This reaction tells us something important: We trust men to provide for children, yet we are less used to seeing them care for children.

Across Kenya, a small but notable group of men is challenging that assumption. At at our daycare centres, we call them Papapreneurs: male childcare entrepreneurs who run early childcare centres in their communities. They are still the exception. Most childcare providers, especially those running small home-based daycares for the youngest and poorest children, are women. But the presence of Papapreneurs forces us to look again at how we understand care work, who is allowed to do it and why we continue to undervalue it.

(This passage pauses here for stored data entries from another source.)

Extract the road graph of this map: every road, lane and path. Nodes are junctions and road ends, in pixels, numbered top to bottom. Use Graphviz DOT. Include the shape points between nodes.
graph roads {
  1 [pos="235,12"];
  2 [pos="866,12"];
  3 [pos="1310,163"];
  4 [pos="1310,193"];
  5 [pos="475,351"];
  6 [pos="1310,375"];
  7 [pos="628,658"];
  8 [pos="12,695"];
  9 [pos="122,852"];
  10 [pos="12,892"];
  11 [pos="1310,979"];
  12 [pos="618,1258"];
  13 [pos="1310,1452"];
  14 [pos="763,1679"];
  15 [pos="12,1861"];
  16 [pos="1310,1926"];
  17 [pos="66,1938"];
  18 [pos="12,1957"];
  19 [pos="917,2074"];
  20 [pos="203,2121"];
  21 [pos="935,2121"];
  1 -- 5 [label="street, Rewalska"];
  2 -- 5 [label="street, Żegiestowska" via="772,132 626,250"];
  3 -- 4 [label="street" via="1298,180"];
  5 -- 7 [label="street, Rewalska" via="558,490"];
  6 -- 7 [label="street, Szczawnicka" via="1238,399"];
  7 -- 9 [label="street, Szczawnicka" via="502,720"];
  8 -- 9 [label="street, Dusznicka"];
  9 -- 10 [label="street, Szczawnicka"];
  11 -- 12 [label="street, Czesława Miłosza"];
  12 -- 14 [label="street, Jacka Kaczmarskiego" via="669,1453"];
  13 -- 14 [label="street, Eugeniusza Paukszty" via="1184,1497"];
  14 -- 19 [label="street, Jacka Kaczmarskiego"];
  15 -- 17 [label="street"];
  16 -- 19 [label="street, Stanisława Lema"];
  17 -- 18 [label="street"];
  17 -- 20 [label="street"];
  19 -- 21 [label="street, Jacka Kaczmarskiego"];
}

This matters especially around Father’s Day, when the public conversation often returns to the role of fathers. Many messages rightly honour men who work hard, sacrifice quietly and provide for their families. Provision matters and for many families, it is a daily struggle and an act of love.

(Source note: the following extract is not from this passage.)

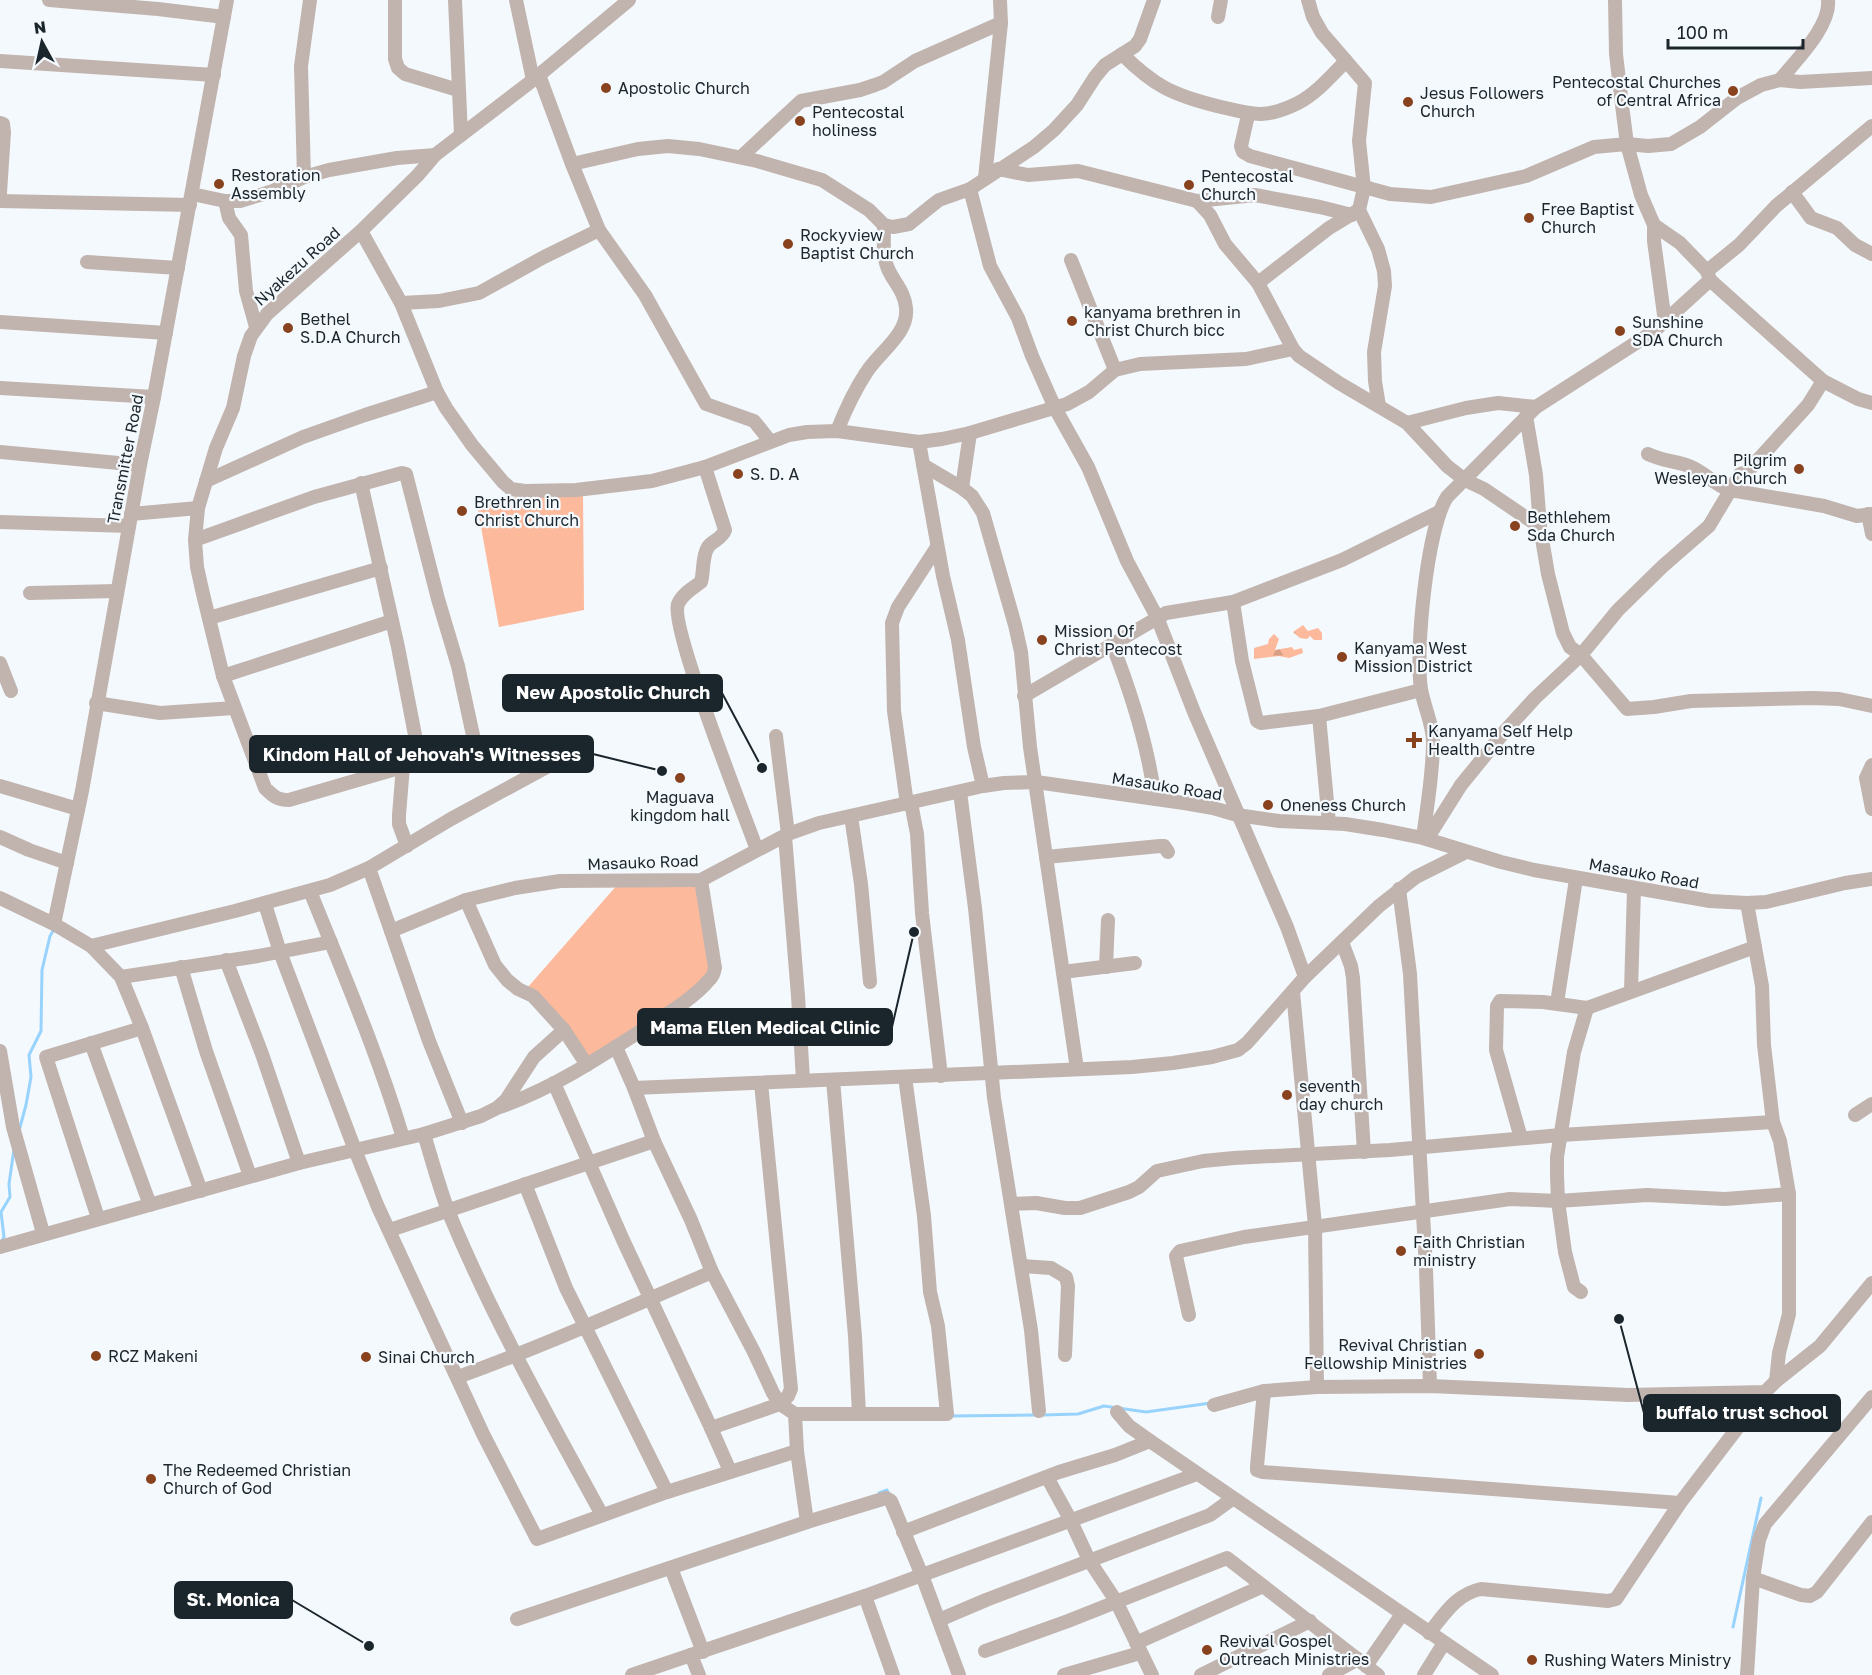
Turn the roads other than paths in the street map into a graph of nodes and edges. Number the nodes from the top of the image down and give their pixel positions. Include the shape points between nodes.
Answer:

But children need more than provision. In the early years, being fed, spoken to, soothed, protected and noticed shapes how children learn, trust and grow.

Childcare is often treated as simple because it is associated with women. Anyone who has worked closely with children knows otherwise. A caregiver must recognize small emotional cues, manage many needs at once, create routine, keep children safe, support play and respond calmly when feelings are big.

This is not babysitting. It is skilled work, and women have carried it for generations with too little recognition. Papapreneurs matter because they make that work visible in a different way. They remind us that caring for young children requires skill, training, patience and judgment – and should be respected whoever performs it.

When Walter Ongere started Okana Zion Learning Centre in Kisumu, many people around him reacted negatively. Some waited to see whether he would manage. Others assumed that if a man was working in childcare, perhaps he had nothing else to do. Their belief, he said, was that childcare belonged to women, not men.

Gilbert Katana, who runs Dera Better Hope Academy in Kilifi, faced a similar attitude. Society expected him to choose a more “manly” business, such as a hardware shop, and leave childcare to women.

These reactions are familiar because they reflect a wider belief. Men are welcomed into children’s lives when money, discipline or authority is involved. They are less expected in the quiet, daily work of care.

Part of this belief may come from something real. Mothers often have an early physical bond with babies through pregnancy, birth and breastfeeding. But we should be careful not to turn that truth into a lifetime division of labour. Fathers may not breastfeed, but they can hold, talk, feed, bathe, soothe and play. These repeated acts of care are not secondary to parenting. They are how children learn trust.

The Papapreneurs we have heard from speak about this work with seriousness.

John Angaza, who runs Mother’s Joy in Ruaraka, said working with children changed how he sees them. He listens more carefully when they play and interact because, as he put it, “there is more than what they say.” Then he added, “I lower myself to their level to get to know more from them”.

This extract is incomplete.